*PROBLEM DESCRIPTION:* In the entries below, how many lines hold the string "Racetrack"? Answer with the number only.

*Saved data entries:*

Start of Block

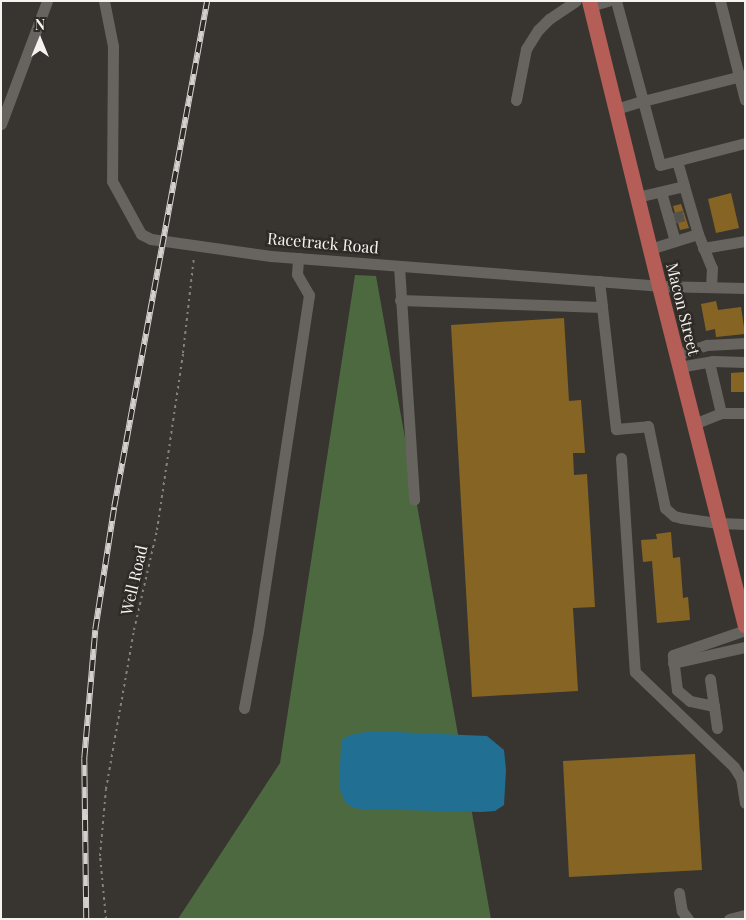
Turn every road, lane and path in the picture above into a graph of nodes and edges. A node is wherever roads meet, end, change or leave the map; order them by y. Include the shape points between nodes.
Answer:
1 (47, 1) edge
2 (104, 1) edge
3 (576, 1) edge
4 (608, 1) edge
5 (616, 1) edge
6 (720, 1) edge
7 (590, 3) edge
8 (742, 76) edge
9 (516, 100) dead end
10 (745, 100) edge
11 (643, 101) junction
12 (616, 109) junction
13 (1, 124) edge
14 (745, 143) edge
15 (677, 160) junction
16 (684, 186) junction
17 (661, 192) junction
18 (637, 197) junction
19 (698, 234) junction
20 (675, 241) junction
21 (745, 241) edge
22 (196, 246) junction
23 (703, 248) junction
24 (650, 249) junction
25 (298, 258) junction
26 (399, 266) junction
27 (599, 282) junction
28 (658, 286) junction
29 (710, 287) junction
30 (745, 288) edge
31 (400, 300) junction
32 (602, 307) junction
33 (745, 343) edge
34 (678, 361) junction
35 (709, 362) junction
36 (745, 362) edge
37 (721, 413) junction
38 (745, 413) edge
39 (694, 424) junction
40 (621, 458) dead end
41 (414, 500) dead end
42 (719, 523) junction
43 (745, 524) edge
44 (745, 625) edge
45 (745, 630) edge
46 (745, 647) edge
47 (673, 663) junction
48 (710, 679) dead end
49 (714, 706) junction
50 (244, 708) dead end
51 (717, 728) dead end
52 (745, 803) edge
53 (680, 893) dead end
54 (745, 915) edge
55 (106, 919) edge
56 (688, 919) edge
57 (729, 919) edge

1 - 13 street
2 - 22 street, Racetrack Road via 113,46 112,181 141,234 151,239
3 - 9 street via 549,19 526,49
4 - 7 street
5 - 11 street
6 - 8 street
7 - 12 main road, Macon Street
8 - 10 street
8 - 11 street
11 - 12 street
11 - 15 street via 660,165
12 - 18 main road, Macon Street
14 - 15 street
15 - 16 street
16 - 17 street
16 - 19 street via 689,214
17 - 18 street
17 - 20 street
18 - 24 main road, Macon Street
19 - 20 street
19 - 23 street
20 - 24 street
21 - 23 street
22 - 25 street, Racetrack Road
22 - 55 path, Well Road via 157,530 134,630 106,789 100,856
23 - 29 street via 712,268
24 - 28 main road, Macon Street
25 - 26 street, Racetrack Road
25 - 50 street via 297,274 309,295
26 - 27 street, Racetrack Road
26 - 31 street
27 - 28 street, Racetrack Road
27 - 32 street
28 - 29 street, Racetrack Road
28 - 34 main road, Macon Street
29 - 30 street, Racetrack Road
31 - 32 street
31 - 41 street
32 - 42 street via 616,428 648,426 668,513
33 - 34 street via 707,345
34 - 35 street
34 - 39 main road, Macon Street
35 - 36 street
35 - 37 street
37 - 38 street
37 - 39 street
39 - 42 main road, Macon Street
40 - 52 street via 635,672 734,767 741,778
42 - 43 street
42 - 44 main road, Macon Street
45 - 47 street via 704,646 680,651 673,655
46 - 47 street
47 - 49 street via 680,694 690,701
48 - 49 street
49 - 51 street
53 - 56 street via 682,911
54 - 57 street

End of Block

*RESULT OF THIS EXERCISE:* 7